* _Problem to work on_: Pull every line with "middle" from the data below and copy it.

* _Excerpts from a dataset_:
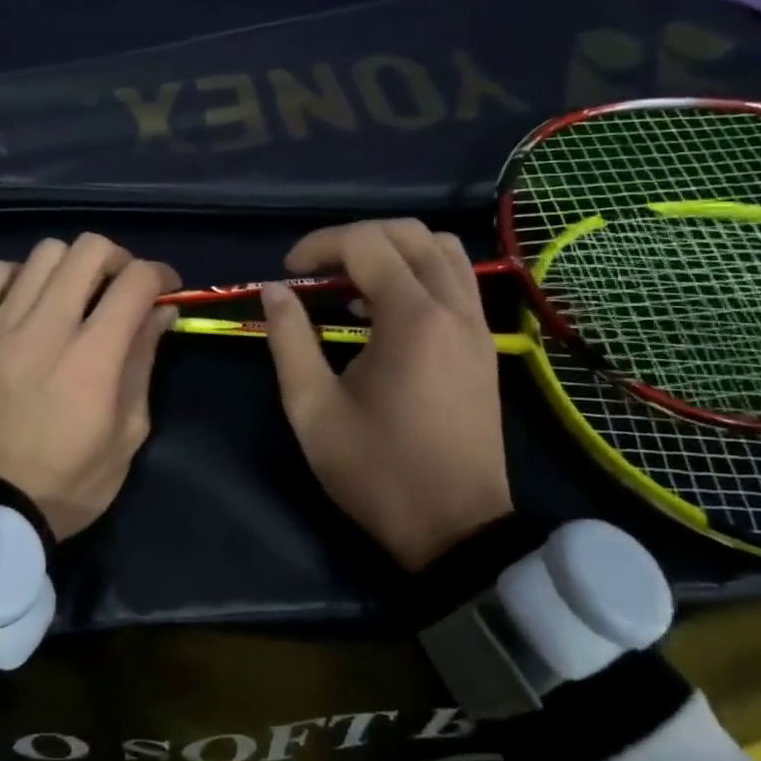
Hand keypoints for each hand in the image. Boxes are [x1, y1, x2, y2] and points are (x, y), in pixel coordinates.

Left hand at [0, 234, 180, 541]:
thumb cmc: (67, 482)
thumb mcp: (127, 434)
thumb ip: (143, 363)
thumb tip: (160, 312)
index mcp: (93, 357)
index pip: (136, 281)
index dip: (161, 274)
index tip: (166, 288)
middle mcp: (46, 328)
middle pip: (89, 250)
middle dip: (119, 259)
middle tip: (121, 287)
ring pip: (44, 253)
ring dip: (71, 265)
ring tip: (73, 294)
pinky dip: (18, 275)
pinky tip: (26, 300)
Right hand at [260, 219, 511, 570]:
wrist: (456, 528)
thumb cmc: (377, 471)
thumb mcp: (313, 409)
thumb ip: (289, 340)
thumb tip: (275, 290)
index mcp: (412, 319)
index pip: (366, 244)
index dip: (319, 245)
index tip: (288, 272)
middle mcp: (454, 307)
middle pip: (408, 232)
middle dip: (355, 238)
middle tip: (317, 270)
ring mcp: (477, 324)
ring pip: (442, 248)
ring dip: (393, 248)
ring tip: (354, 281)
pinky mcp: (485, 344)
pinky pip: (458, 278)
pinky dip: (421, 270)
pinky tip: (388, 307)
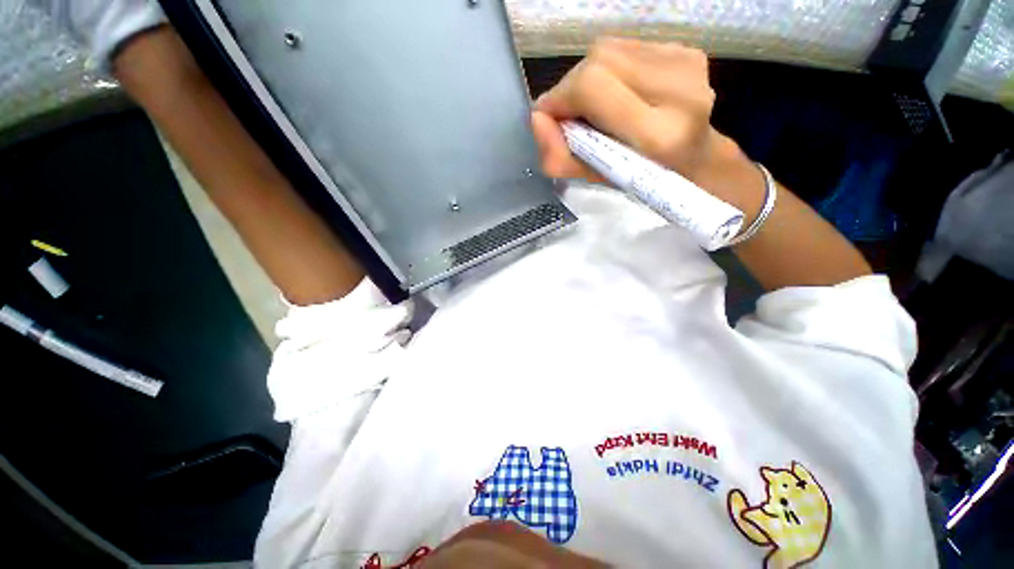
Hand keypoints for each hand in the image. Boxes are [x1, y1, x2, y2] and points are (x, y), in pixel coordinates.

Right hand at [531, 38, 764, 220]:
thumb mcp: (595, 181)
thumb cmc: (642, 180)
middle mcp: (679, 88)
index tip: (551, 120)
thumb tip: (537, 118)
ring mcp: (687, 63)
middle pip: (598, 60)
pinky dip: (610, 69)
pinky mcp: (687, 49)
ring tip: (597, 107)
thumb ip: (558, 158)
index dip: (560, 98)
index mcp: (658, 133)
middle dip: (571, 88)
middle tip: (572, 116)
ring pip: (609, 49)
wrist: (696, 161)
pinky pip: (627, 47)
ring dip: (589, 78)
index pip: (591, 85)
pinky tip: (620, 91)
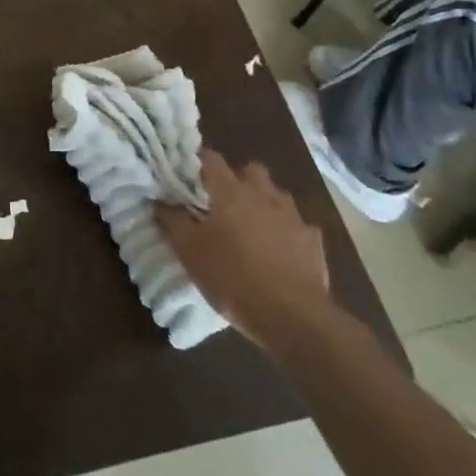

* _Response area_:
middle mcp: (46, 328)
middle pip: (89, 250)
middle dip: (119, 259)
middle tip: (121, 287)
middle mcp: (454, 307)
middle pip: (408, 232)
middle dip: (355, 238)
middle tip: (317, 270)
middle mcp: (679, 88)
middle pip: (598, 60)
middle dip: (571, 88)
middle tip: (572, 116)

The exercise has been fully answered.